### Work request
Where in the data below does the word "lane" appear? Copy each line that holds it.

[Saved entries]
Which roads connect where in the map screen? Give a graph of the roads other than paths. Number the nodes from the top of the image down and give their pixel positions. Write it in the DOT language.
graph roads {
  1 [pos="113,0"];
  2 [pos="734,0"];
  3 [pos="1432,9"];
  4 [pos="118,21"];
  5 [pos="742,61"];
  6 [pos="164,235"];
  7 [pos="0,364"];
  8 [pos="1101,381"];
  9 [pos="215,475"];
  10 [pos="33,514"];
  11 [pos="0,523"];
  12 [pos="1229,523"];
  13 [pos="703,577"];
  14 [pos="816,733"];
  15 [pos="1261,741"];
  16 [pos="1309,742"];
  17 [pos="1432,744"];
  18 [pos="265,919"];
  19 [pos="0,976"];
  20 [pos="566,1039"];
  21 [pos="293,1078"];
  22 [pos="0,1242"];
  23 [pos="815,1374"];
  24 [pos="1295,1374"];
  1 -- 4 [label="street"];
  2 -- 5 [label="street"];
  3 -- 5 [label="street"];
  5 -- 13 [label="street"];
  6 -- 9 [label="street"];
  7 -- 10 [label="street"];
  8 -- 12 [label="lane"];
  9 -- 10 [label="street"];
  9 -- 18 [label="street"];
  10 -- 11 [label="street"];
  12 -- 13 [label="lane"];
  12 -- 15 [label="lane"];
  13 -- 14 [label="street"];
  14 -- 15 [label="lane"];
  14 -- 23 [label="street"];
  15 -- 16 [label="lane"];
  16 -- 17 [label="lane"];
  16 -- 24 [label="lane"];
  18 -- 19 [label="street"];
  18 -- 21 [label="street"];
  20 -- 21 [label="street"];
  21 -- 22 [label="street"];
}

### Task solution
  8 -- 12 [label="lane"];
  12 -- 13 [label="lane"];
  12 -- 15 [label="lane"];
  14 -- 15 [label="lane"];
  15 -- 16 [label="lane"];
  16 -- 17 [label="lane"];
  16 -- 24 [label="lane"];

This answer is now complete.